This sky-is-falling rhetoric is unfounded and fails to recognize the reality of community banking. Ignoring the needs of the community is not a viable business model for a community bank. The success and survival of community banks, particularly those in small towns and rural areas, depends on the success and vitality of their communities. That means community banks must be responsive to community needs. Economic and community development is the lifeblood for community banks and rural communities. Reinvesting in the community is not only the law - it is good business for community banks.
Banks with less than $250 million in assets and not affiliated with a holding company over $1 billion in assets have been examined for nearly 10 years using the streamlined CRA exam. These banks have been successful and committed contributors to their communities, especially in rural areas, even though they have not be required to undergo the large bank CRA exam.
Likewise, banks between $250 million and $1 billion would continue to reinvest in their communities and engage in community development activities if examined as proposed by the FDIC.
The vast majority of community banks reach out into their communities, make low- and moderate-income loans, offer special deposit services for low and moderate-income residents, and otherwise spend time and financial resources to promote economic development and meet the credit needs of their communities. They do this because it is good business and it helps ensure a vital community.
Banks currently eligible for the streamlined review report undertaking many and varied affordable housing and community development activities without being subjected to a separate investment or community development test. For example, these banks provide loans that provide essential living services and homes for the handicapped, housing grants for first-time homebuyers through a Federal Home Loan Bank program, loans to support local job creation for low- and moderate-income individuals, joint projects with vocational development programs, lease and other financing for local schools, bond financing for state and local public works projects, and office space and staff support for Habitat for Humanity, to name a few.
We are unaware of complaints that banks under $250 million in assets do not successfully serve the credit and community development needs of their communities.

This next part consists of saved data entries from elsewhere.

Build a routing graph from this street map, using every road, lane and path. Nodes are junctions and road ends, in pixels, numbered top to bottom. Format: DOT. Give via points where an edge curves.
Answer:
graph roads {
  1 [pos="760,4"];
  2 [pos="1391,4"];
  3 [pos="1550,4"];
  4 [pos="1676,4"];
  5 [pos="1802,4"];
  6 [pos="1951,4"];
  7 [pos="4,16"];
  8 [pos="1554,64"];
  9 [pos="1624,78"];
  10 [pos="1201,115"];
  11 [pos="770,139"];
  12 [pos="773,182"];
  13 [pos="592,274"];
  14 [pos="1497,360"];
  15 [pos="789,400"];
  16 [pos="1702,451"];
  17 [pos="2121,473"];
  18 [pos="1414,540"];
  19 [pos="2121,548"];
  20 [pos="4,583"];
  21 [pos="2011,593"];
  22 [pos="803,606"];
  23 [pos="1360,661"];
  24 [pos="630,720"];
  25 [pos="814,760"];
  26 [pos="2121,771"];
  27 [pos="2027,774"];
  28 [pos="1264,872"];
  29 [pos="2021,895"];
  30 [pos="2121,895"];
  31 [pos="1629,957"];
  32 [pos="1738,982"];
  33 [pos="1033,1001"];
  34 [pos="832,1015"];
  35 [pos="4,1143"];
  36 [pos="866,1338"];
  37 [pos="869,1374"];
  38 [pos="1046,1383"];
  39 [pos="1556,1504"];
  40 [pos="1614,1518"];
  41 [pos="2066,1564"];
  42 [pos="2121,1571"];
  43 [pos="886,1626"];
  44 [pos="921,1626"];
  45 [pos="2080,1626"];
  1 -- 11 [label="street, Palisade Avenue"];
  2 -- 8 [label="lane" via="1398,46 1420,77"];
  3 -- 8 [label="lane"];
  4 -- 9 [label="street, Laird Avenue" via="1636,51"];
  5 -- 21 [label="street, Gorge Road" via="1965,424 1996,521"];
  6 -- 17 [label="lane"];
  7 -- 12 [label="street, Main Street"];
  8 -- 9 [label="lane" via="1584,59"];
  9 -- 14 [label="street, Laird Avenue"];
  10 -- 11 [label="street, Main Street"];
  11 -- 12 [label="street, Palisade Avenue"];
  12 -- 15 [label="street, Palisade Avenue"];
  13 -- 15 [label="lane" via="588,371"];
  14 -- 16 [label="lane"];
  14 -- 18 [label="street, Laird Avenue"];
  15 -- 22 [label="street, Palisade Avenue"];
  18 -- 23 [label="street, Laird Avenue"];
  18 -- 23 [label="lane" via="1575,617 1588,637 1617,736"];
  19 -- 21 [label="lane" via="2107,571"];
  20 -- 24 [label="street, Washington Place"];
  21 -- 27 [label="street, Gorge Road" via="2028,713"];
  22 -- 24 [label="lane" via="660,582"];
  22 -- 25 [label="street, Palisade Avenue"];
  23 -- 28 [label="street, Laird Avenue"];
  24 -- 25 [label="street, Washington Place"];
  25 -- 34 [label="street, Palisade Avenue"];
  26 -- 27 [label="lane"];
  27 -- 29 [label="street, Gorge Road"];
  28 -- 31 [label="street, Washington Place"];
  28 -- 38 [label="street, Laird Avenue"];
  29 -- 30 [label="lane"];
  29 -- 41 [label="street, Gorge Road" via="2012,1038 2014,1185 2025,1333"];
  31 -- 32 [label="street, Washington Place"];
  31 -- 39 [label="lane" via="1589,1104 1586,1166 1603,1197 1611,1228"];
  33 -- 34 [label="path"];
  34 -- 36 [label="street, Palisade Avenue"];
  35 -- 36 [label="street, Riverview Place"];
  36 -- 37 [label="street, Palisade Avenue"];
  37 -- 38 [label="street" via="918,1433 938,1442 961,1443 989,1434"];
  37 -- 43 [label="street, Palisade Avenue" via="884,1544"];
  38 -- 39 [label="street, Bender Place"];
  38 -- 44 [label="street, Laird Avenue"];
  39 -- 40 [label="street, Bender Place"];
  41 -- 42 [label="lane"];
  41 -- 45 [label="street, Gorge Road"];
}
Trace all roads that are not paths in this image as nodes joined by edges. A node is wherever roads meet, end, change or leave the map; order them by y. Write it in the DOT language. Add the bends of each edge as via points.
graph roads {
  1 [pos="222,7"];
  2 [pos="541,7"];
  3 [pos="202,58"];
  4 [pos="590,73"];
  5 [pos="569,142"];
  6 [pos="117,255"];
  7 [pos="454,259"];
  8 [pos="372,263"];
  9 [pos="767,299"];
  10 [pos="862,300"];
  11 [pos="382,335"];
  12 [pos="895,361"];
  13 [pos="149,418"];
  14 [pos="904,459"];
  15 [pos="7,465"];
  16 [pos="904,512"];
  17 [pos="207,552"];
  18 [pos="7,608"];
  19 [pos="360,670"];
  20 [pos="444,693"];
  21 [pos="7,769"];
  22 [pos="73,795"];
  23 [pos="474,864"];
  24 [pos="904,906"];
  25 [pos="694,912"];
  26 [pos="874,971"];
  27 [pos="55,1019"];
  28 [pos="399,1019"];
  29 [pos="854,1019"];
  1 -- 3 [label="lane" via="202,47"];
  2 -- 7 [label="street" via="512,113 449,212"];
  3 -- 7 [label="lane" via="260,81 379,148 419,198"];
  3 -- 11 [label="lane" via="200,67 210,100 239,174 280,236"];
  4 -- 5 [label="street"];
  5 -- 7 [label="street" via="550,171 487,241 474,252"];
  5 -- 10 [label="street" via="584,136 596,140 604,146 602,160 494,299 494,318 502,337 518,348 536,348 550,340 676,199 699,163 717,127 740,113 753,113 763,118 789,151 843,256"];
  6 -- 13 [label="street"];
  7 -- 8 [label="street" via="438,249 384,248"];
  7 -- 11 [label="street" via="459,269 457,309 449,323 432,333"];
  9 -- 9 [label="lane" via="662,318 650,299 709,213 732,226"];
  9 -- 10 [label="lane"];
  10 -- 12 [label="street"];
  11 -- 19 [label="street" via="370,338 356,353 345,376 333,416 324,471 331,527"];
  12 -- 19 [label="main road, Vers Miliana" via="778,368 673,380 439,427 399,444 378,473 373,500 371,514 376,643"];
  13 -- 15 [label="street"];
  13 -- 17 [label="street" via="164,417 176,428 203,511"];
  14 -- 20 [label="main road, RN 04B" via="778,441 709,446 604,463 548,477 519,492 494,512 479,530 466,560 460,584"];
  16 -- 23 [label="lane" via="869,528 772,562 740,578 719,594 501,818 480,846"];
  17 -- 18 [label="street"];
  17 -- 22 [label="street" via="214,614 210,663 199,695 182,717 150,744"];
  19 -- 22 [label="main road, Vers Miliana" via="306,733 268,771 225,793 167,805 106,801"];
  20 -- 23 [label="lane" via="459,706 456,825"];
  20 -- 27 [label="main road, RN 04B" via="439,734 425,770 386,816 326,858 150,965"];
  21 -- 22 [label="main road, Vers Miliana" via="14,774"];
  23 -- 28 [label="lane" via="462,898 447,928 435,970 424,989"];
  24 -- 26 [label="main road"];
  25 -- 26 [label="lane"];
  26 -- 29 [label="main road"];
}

They are not exempt from CRA requirements. Community banks between $250 million and $1 billion in assets are engaged in many similar activities - and will continue to do so regardless of whether they are assessed under a streamlined CRA exam. However, freeing these banks from the regulatory and bureaucratic demands of the large-bank CRA review will free capital and human resources that can be directed towards serving their communities.
New Community Development Criterion Will Promote Service to Communities Better Than the Investment Test
The FDIC proposes to add a new community development criterion to the streamlined exam for banks between $250 million and $1 billion in assets. The new criterion would assess banks on their overall community development activities, and would consider a combination of community development lending, investments and/or services. Each bank would have flexibility to balance the different activities based on community needs, market opportunities and the bank's strategic strengths.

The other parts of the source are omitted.